This absence of any mentions of patents has been construed by some as an implicit patent license. If someone releases software to the public, then surely they must have intended for that software to be used by the public, despite any patents? Although not completely unreasonable, that is a rather shaky argument. Some kinds of implied patent licenses have been upheld by U.S. courts. However, that observation ignores that open source is a global phenomenon, and most users (including myself) are not under the jurisdictions of U.S. courts.

Some projects have clarified the MIT and BSD licenses with an explicit patent grant. For example, React from Facebook used to be licensed under the BSD + a separate patent license between 2014 and 2017. The terms of this patent grant disproportionally favoured Facebook over users and made the combined license incompatible with many other open source licenses.
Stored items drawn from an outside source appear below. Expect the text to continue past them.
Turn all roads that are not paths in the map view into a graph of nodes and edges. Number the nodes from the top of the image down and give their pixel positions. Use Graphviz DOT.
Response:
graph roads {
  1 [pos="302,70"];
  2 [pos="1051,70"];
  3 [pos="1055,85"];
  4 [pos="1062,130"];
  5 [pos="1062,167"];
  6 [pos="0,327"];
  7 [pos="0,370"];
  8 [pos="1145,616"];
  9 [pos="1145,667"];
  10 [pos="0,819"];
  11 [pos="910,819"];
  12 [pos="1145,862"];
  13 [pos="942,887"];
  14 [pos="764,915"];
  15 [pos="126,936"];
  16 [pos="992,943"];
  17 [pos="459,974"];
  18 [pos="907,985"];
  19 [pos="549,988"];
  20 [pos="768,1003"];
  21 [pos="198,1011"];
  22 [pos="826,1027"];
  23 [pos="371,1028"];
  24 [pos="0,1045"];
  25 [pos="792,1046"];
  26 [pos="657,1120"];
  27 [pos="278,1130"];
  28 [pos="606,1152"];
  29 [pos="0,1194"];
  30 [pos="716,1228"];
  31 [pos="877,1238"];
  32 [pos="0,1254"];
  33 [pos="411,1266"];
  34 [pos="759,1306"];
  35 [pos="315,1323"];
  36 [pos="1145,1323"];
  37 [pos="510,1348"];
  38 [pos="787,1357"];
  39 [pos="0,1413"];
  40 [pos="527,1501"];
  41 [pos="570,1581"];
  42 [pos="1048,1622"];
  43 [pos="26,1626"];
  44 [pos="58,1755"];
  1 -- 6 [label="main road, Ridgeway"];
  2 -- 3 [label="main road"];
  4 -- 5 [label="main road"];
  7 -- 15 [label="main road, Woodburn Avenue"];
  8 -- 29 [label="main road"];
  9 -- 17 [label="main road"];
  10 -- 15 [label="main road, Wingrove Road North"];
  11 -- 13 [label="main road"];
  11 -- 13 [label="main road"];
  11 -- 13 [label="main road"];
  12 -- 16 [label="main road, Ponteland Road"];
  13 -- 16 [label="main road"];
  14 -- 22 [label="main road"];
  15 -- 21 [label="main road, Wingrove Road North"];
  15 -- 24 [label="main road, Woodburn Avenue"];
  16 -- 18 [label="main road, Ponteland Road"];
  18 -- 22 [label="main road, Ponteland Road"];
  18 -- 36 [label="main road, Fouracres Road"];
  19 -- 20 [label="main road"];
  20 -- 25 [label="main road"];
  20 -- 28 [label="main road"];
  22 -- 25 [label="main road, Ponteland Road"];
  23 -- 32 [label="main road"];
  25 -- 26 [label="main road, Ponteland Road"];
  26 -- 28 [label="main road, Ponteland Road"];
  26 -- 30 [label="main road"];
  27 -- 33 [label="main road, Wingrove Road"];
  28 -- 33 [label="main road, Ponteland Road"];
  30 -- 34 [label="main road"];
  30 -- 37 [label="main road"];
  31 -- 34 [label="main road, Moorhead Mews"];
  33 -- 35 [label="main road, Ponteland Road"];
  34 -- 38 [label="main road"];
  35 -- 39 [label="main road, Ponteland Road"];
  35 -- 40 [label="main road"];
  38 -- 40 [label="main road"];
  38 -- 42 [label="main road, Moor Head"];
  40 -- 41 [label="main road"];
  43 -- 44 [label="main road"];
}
After a few rounds of user outcries, they relicensed under a standard MIT license, without any explicit patent grant.

The Apache 2.0 License (and later the GPL 3) introduced an explicit patent grant to the user that only terminates if that user starts any patent litigation that claims that the licensed work were infringing. This approach improves clarity through an explicit patent grant and deters patent trolling, thus protecting other contributors and users. In my opinion, this makes the Apache 2.0 license vastly preferable to licenses like ISC, MIT, or BSD variants that ignore patents.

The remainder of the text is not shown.